The audio signal is generated to include a downmix audio signal,

And the downmix audio signal is downmixed after applying the clipping prevention gain.

In generating an audio signal,

The audio signal is generated to include a downmix audio signal,

And the downmix audio signal is generated such that clipping prevention gain is applied after downmixing.

In generating an audio signal,

The audio signal is generated to include a downmix audio signal,

The downmix audio signal is generated so that the clipping prevention gain is applied in the downmixing process.

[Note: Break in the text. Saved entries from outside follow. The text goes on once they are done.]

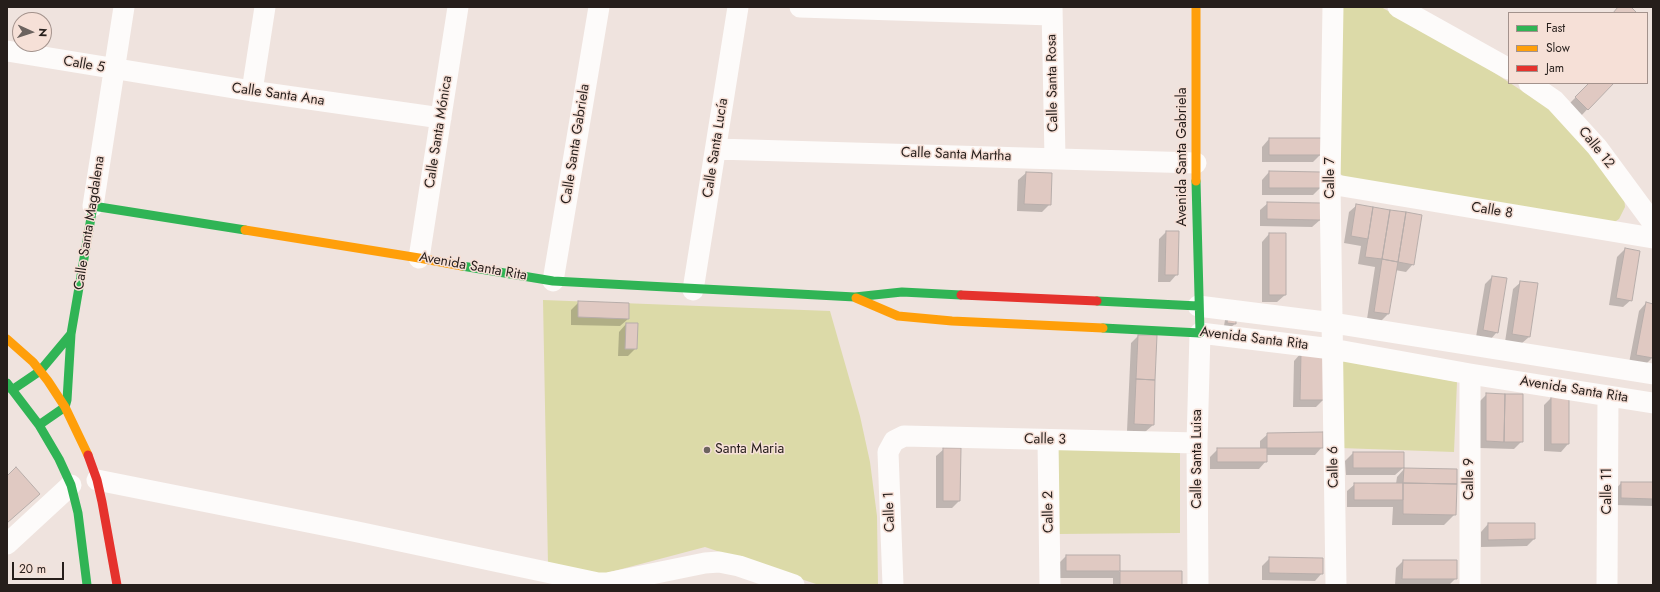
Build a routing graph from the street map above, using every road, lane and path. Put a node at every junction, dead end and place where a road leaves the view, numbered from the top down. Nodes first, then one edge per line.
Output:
1 (124, 7) edge
2 (265, 7) edge
3 (458, 7) edge
4 (599, 7) edge
5 (738, 7) edge
6 (800, 7) edge
7 (1196, 7) edge
8 (1333, 7) edge
9 (1398, 7) edge
10 (1052, 11) edge
11 (7, 51) edge
12 (1508, 68) edge
13 (115, 70) junction
14 (1530, 84) edge
15 (252, 91) junction
16 (441, 118) junction
17 (716, 149) junction
18 (1055, 158) junction
19 (1196, 163) junction
20 (1330, 184) junction
21 (1637, 201) junction
22 (93, 206) junction
23 (1653, 223) edge
24 (1614, 231) junction
25 (1653, 238) edge
26 (419, 258) junction
27 (553, 281) junction
28 (693, 290) junction
29 (855, 297) junction
30 (1198, 306) junction
31 (1333, 322) junction
32 (1200, 332) junction
33 (71, 334) junction
34 (7, 338) edge
35 (1332, 348) junction
36 (40, 371) junction
37 (1470, 374) junction
38 (1653, 374) edge
39 (9, 388) edge
40 (1608, 396) junction
41 (1653, 403) edge
42 (65, 407) junction
43 (39, 425) junction
44 (894, 440) joint
45 (1048, 440) junction
46 (1197, 443) junction
47 (97, 480) junction
48 (71, 485) junction
49 (7, 544) edge
50 (88, 585) edge
51 (117, 585) edge
52 (794, 585) edge
53 (893, 585) edge
54 (1050, 585) edge
55 (1198, 585) edge
56 (1336, 585) edge
57 (1470, 585) edge
58 (1608, 585) edge

1 - 13 street, Calle Santa Magdalena
2 - 15 street
3 - 16 street, Calle Santa Mónica
4 - 27 street, Calle Santa Gabriela
5 - 17 street, Calle Santa Lucía
6 - 10 street
7 - 19 street, Avenida Santa Gabriela
8 - 20 street, Calle 7
9 - 12 street
10 - 18 street, Calle Santa Rosa
11 - 13 street, Calle 5
13 - 15 street, Calle Santa Ana
13 - 22 street, Calle Santa Magdalena
14 - 21 street, Calle 12
15 - 16 street, Calle Santa Ana
16 - 26 street, Calle Santa Mónica
17 - 18 street, Calle Santa Martha
17 - 28 street, Calle Santa Lucía
18 - 19 street, Calle Santa Martha
19 - 30 street, Avenida Santa Gabriela
20 - 24 street, Calle 8
20 - 31 street, Calle 7
21 - 23 street, Calle 12
21 - 24 street
22 - 26 street, Avenida Santa Rita
22 - 33 street, Calle Santa Magdalena
24 - 25 street, Calle 8
26 - 27 street, Avenida Santa Rita
27 - 28 street, Avenida Santa Rita
28 - 29 street, Avenida Santa Rita
29 - 30 street, Avenida Santa Rita
29 - 32 street, Avenida Santa Rita
30 - 31 street, Avenida Santa Rita
30 - 32 street, Avenida Santa Gabriela
31 - 35 street, Calle 7
31 - 38 street, Avenida Santa Rita
32 - 35 street, Avenida Santa Rita
32 - 46 street, Calle Santa Luisa
33 - 36 street
33 - 42 street, Calle Santa Magdalena
34 - 36 street
35 - 37 street, Avenida Santa Rita
35 - 56 street, Calle 6
36 - 39 street
36 - 42 street
37 - 40 street, Avenida Santa Rita
37 - 57 street, Calle 9
39 - 43 street
40 - 41 street, Avenida Santa Rita
40 - 58 street, Calle 11
42 - 43 street
42 - 47 street
43 - 48 street
44 - 45 street, Calle 3
44 - 53 street, Calle 1
45 - 46 street, Calle 3
45 - 54 street, Calle 2
46 - 55 street, Calle Santa Luisa
47 - 51 street
47 - 52 street
48 - 49 street
48 - 50 street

An apparatus for encoding a multichannel audio signal,

a downmix unit configured to generate a downmix audio signal by performing a downmix process after applying a clipping prevention gain to the multichannel audio signal;

(b) a spatial information generator for extracting spatial information from the multichannel audio signal; And

and (c) a bitstream formatter for generating the entire bitstream using the downmixed audio signal and spatial information.

An apparatus for encoding a multichannel audio signal,

a downmix unit for downmixing the multichannel audio signal to generate a downmix audio signal and applying a clipping prevention gain to the downmix audio signal;

and (c) a bitstream formatter for generating the entire bitstream including the downmix audio signal and spatial information to which the clipping prevention gain is applied.

An apparatus for encoding a multichannel audio signal,

(a) a downmix unit for applying a clipping prevention gain in the downmixing of the multichannel audio signal;

An apparatus for decoding a multichannel audio signal,

(a) a bitstream receiver configured to receive a bitstream including a downmix audio signal and spatial information;

(b) an audio decoding and multichannel generator for extracting spatial information by decoding the bitstream and converting the downmix audio signal into a multichannel audio signal using the extracted spatial information; And

and a downmix gain applying unit configured to apply a downmix gain to the multichannel audio signal.

An apparatus for decoding a multichannel audio signal,

(a) a bitstream receiver configured to receive a bitstream including a downmix audio signal and spatial information; And

(b) a downmix gain application unit for extracting a downmix audio signal from the bitstream and applying a downmix gain to the extracted downmix audio signal; multichannel audio Device for decoding signal.

An apparatus for decoding a multichannel audio signal,

(b) a downmix gain application unit configured to apply a downmix gain in the process of extracting a downmix audio signal from the bitstream and converting the extracted downmix audio signal into a multichannel audio signal; An apparatus for decoding a multichannel audio signal, characterized in that.